SIR - Walk onto the terrace at East Devon District Council headquarters at the Knowle and look down the grand view.

See your eye drawn though the parkland, past the iconic church tower and on to the sea, without seeing the built-up clutter of the town.

That is the vision handed down to us by the creators of the Knowle, magnificent and pleasing. It is the ideal setting to reflect the importance of EDDC when it received the site from Sidmouth, whilst undertaking to preserve it.

Compare that with the proposed vision: a faceless, modern-build office block overlooking car parks and trading estate blocks.
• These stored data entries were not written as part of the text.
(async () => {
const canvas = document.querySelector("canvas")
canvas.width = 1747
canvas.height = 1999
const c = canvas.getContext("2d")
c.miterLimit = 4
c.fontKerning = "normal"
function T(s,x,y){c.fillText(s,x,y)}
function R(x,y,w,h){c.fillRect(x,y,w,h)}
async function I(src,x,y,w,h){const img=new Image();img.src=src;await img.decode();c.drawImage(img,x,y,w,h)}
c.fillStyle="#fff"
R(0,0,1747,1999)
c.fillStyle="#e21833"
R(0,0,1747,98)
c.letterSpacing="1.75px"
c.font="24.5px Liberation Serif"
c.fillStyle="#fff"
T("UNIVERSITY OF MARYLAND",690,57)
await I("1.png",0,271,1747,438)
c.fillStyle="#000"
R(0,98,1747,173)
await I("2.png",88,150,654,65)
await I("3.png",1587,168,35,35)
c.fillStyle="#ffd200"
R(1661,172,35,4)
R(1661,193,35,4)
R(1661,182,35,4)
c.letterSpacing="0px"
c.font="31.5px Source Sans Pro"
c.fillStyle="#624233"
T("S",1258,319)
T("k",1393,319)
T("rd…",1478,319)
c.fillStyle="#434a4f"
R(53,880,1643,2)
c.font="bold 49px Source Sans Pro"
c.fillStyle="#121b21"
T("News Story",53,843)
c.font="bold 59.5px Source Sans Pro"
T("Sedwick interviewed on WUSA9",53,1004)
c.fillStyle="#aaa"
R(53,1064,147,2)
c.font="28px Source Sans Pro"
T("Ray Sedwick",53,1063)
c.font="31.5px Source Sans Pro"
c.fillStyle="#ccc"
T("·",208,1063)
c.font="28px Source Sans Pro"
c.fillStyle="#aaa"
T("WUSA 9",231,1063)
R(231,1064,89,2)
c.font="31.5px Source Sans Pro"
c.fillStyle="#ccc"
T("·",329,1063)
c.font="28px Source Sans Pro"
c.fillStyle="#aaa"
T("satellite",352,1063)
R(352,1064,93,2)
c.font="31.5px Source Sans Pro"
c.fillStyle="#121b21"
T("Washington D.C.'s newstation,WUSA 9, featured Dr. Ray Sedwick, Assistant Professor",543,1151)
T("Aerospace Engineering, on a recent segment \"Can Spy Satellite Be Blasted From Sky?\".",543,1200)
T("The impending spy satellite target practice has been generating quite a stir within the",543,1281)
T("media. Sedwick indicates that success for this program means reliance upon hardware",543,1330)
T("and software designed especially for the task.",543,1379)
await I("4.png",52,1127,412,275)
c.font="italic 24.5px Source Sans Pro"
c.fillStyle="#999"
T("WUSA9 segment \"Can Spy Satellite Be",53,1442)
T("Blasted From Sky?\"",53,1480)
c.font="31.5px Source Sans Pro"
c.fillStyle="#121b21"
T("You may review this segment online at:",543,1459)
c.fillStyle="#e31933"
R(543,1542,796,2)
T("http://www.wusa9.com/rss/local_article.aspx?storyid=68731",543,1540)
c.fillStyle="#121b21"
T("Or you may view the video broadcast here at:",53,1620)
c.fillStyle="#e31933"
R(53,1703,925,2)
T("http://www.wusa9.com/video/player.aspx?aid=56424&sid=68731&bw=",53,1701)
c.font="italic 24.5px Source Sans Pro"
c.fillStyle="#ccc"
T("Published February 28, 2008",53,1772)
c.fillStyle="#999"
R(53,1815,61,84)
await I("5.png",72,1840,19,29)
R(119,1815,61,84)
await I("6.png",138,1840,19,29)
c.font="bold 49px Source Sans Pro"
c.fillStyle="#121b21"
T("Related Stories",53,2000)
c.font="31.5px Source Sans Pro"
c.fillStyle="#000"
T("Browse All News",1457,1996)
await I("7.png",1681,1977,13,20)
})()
Is that how EDDC perceives itself?

There is no vision about how to harness renewables on the existing site, no vision of how to streamline and enhance the way things are run today - all dismissed out of hand with ridiculous pricings. The vision is to slash and burn - turn every plot it can into building land and hope to grab enough money to finance their project to the detriment of Sidmouth.

Many thousands have signed petitions. If that many are ‘the same old people’ as described by the council then democracy counts for nothing. EDDC is determined to ignore them and look for someone who agrees with it. The simplest explanation is the right one - the EDDC vision has very little support but it does have a lot of opposition: from residents, from professionals, from visitors and it has even succeeded in persuading disparate local forces to unite to oppose that vision.

Well, councillors, unifying your own party into opposition might be a form of success, but it might not be what one would want to be remembered for.

Fortunately, the thing about visions is that they don’t cost much to change; if you change them early enough - like right now. And that can be announced as a triumph. Now that is vision. But is it too big a vision for the EDDC to grasp?